A well-known D.C. arts high school with ties to GW was slated last month to be moved from its current location, but community opposition to the change is keeping the school where it stands.
Reports circulated last month that The Duke Ellington School of the Arts could be relocated from its current location at 3500 R St. to make room for a strictly public high school, but the city eventually decided against the move. Rory Pullens, principal of the school that marries academics with the arts, attributed part of the reversal to the media and students’ reactions.
“It was the Washington Post, the news media, that really took the lead in terms of [councilmember] Jack Evans’ statements saying that the Ward 2 community wanted a neighborhood school,” he said.
While GW does not support the Ellington School financially, the University supports students at the school in other ways. It donates performance space and “some in-kind services,” said Charles Barber, an attorney in GW’s Office of the General Counsel and president of the Duke Ellington School Board. In addition, some GW professors and students volunteer there, and Pullens spoke at GW’s Interfaith Baccalaureate Ceremony during last year’s Commencement Weekend.
Pullens said the potential move came as a surprise to some.
“We were really not a part of that early planning process. So, this community didn’t know what was going on, because we had never mentioned that we might be moving or that studies were being done.”
When students learned of the possible move, however, they reacted quickly.
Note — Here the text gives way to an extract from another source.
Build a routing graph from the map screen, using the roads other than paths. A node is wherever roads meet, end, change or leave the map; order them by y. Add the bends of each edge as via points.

“I started a blog and Facebook group protesting against it. I sent an e-mail around with a link to the blog and to the Washington Post article… everyone was talking about it,” said Layla Sharaf, a freshman studying literary media and communications at the Ellington School.
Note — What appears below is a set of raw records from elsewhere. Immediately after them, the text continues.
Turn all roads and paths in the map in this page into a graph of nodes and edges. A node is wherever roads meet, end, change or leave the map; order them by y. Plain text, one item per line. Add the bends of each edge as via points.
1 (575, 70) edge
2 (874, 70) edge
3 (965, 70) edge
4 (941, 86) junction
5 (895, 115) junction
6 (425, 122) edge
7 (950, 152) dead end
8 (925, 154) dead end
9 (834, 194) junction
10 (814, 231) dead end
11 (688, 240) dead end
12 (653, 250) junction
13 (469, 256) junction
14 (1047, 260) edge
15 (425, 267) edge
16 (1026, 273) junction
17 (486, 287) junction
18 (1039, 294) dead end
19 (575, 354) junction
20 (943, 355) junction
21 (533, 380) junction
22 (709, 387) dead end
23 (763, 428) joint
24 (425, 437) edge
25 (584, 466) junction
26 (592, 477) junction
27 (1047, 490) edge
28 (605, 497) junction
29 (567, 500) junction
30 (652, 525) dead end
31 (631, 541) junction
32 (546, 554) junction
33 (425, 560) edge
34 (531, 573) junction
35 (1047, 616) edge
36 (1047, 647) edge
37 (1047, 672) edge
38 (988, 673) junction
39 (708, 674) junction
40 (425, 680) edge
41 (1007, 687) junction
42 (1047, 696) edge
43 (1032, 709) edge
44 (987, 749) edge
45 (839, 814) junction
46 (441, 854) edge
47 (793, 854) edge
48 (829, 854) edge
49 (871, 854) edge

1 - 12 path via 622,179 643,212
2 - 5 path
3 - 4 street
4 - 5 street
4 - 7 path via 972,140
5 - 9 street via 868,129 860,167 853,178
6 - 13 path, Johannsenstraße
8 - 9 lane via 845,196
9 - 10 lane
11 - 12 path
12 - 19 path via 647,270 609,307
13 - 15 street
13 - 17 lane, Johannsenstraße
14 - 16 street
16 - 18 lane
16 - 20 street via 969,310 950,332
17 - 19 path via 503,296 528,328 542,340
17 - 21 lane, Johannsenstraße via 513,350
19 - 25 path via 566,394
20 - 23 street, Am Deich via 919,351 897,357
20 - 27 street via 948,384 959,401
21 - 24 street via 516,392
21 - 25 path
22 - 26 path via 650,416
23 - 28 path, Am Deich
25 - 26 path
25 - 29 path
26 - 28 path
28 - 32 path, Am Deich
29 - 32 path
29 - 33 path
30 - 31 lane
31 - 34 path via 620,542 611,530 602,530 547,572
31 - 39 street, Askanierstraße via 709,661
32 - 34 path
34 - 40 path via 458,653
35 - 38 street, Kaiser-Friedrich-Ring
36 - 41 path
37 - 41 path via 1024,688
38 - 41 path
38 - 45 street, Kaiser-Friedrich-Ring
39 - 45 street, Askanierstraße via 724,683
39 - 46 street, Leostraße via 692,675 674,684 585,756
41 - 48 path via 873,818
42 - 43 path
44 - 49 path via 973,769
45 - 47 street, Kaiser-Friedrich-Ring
Serene Smith, a senior concentrating in vocal music, also opposed the Ellington School’s proposed move.
“I don’t feel the move is necessary, because this is our home. Who would want to move?” Smith said. “I love this area, and we’ve been here so long – we have so many memories with the school. No one in the school wants to move.”
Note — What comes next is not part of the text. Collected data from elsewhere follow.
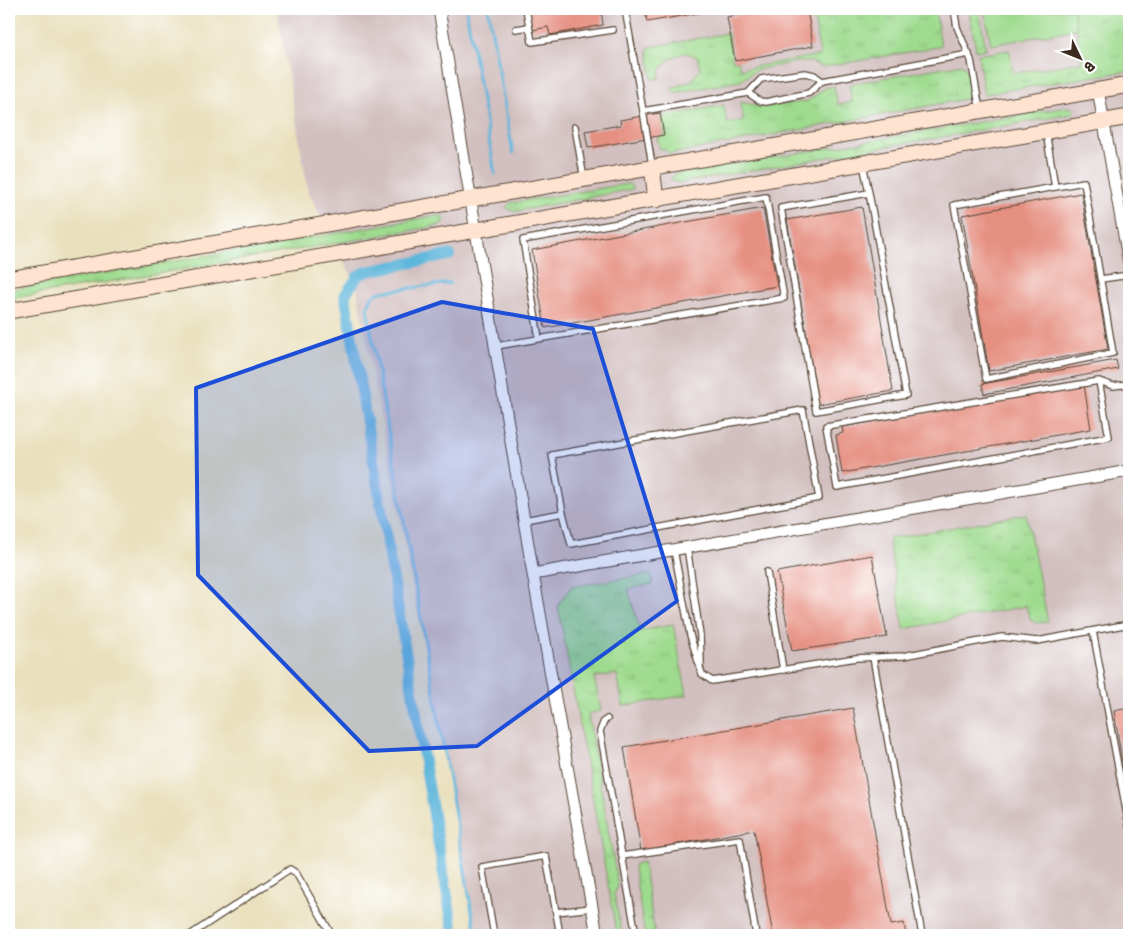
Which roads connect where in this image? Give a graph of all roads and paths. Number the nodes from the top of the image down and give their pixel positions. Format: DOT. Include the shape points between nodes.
graph roads {
  1 [pos="439,9"];
  2 [pos="526,9"];
  3 [pos="625,9"];
  4 [pos="954,9"];
  5 [pos="529,27"];
  6 [pos="516,29"];
  7 [pos="614,30"];
  8 [pos="969,54"];
  9 [pos="822,81"];
  10 [pos="1129,85"];
  11 [pos="1098,90"];
  12 [pos="748,93"];
  13 [pos="643,110"];
  14 [pos="980,110"];
  15 [pos="1129,117"];
  16 [pos="1104,121"];
  17 [pos="575,127"];
  18 [pos="1046,132"];
  19 [pos="864,164"];
  20 [pos="652,167"];
  21 [pos="584,179"];
  22 [pos="1055,187"];
  23 [pos="869,193"];
  24 [pos="472,198"];
  25 [pos="656,200"];
  26 [pos="477,231"];
  27 [pos="1129,263"];
  28 [pos="1129,275"];
  29 [pos="1101,278"];
  30 [pos="9,279"];
  31 [pos="9,311"];
  32 [pos="539,339"];
  33 [pos="496,346"];
  34 [pos="1099,381"];
  35 [pos="1129,384"];
  36 [pos="1129,471"];
  37 [pos="563,513"];
  38 [pos="524,520"];
  39 [pos="687,547"];
  40 [pos="674,550"];
  41 [pos="767,572"];
  42 [pos="533,574"];
  43 [pos="1129,624"];
  44 [pos="1093,631"];
  45 [pos="873,656"];
  46 [pos="702,670"];
  47 [pos="783,670"];
  48 [pos="607,719"];
  49 [pos="1129,826"];
  50 [pos="622,856"];
  51 [pos="592,908"];
  52 [pos="556,912"];
  53 [pos="329,930"];
  54 [pos="190,935"];
  55 [pos="494,935"];
  56 [pos="560,935"];
  57 [pos="596,935"];
  58 [pos="636,935"];
  59 [pos="756,935"];
  60 [pos="922,935"];
  1 -- 24 [label="street"];
  2 -- 5 [label="lane"];
  3 -- 13 [label="lane"];
  4 -- 8 [label="lane"];
  5 -- 6 [label="lane"];
  5 -- 7 [label="lane" via="532,42"];
  8 -- 9 [label="lane"];
  8 -- 14 [label="lane"];
  9 -- 12 [label="lane" via="809,93 766,102"];
  9 -- 12 [label="lane" via="805,73 761,79"];
  10 -- 11 [label="street"];
  11 -- 14 [label="street"];
  11 -- 16 [label="street"];
  12 -- 13 [label="lane"];
  13 -- 20 [label="lane"];
  14 -- 20 [label="street"];
  15 -- 16 [label="street"];
  16 -- 18 [label="street"];
  16 -- 27 [label="street"];
  17 -- 21 [label="lane"];
  18 -- 19 [label="street"];
  18 -- 22 [label="lane"];
  19 -- 23 [label="lane"];
  19 -- 25 [label="street"];
  20 -- 21 [label="street"];
  20 -- 25 [label="street"];
  21 -- 24 [label="street"];
  22 -- 29 [label="lane" via="1084,182"];
  22 -- 29 [label="lane" via="954,205 986,379 1113,353"];
  23 -- 23 [label="lane" via="906,395 816,412 781,208"];
  24 -- 26 [label="street"];
  24 -- 30 [label="street"];
  25 -- 26 [label="street"];
  26 -- 31 [label="street"];
  26 -- 33 [label="street"];
  28 -- 29 [label="lane"];
  32 -- 32 [label="lane" via="784,298 766,197 523,240"];
  32 -- 33 [label="lane"];
  33 -- 38 [label="street"];
  34 -- 34 [label="lane" via="826,426 836,486 1109,437"];
  34 -- 35 [label="lane" via="1113,386"];
  36 -- 39 [label="street"];
  37 -- 37 [label="lane" via="552,455 803,410 819,498 571,544"];
  37 -- 38 [label="lane"];
  38 -- 42 [label="street"];
  39 -- 40 [label="street"];
  39 -- 46 [label="lane"];
  40 -- 42 [label="street"];
  40 -- 46 [label="lane" via="690,634"];
  41 -- 47 [label="lane"];
  42 -- 51 [label="street"];
  43 -- 44 [label="lane"];
  44 -- 45 [label="lane" via="1037,641 1002,638 903,656"];
  44 -- 49 [label="lane"];
  45 -- 47 [label="lane"];
  45 -- 60 [label="lane"];
  46 -- 47 [label="lane" via="705,678 712,681"];
  48 -- 50 [label="lane" via="600,731"];
  50 -- 58 [label="lane"];
  50 -- 59 [label="lane" via="740,839"];
  51 -- 52 [label="lane"];
  51 -- 57 [label="street"];
  52 -- 55 [label="lane" via="546,856 482,867"];
  52 -- 56 [label="lane"];
  53 -- 54 [label="lane" via="296,872 290,869"];
}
After the story broke, Pullens and a group of representatives from Duke Ellington met with D.C. Public Schools Chancellor Michelle Rhee.
A joint statement was released last week saying, “there are no plans to move the Duke Ellington School of the Arts until it moves into its own state of the art facility.”
One of the signers of the document was Peggy Cooper Cafritz, a GW alumna who co-founded Workshops for Careers in the Arts in 1968, which eventually evolved into the Duke Ellington School for the Arts at Western High School by 1974.
In 2000, Cafritz helped expand the Ellington Fund and D.C. Public School partnership by bringing together GW and The Kennedy Center to create an autonomous Duke Ellington School of the Arts Project.
Pullens said Ellington’s graduation rate is at 98 percent, with 95 percent going on to college. The graduation rate for other D.C. public high schools is about 52 percent, he said.
“The vast majority of students major in art after graduation and go on to make it their career,” Pullens said.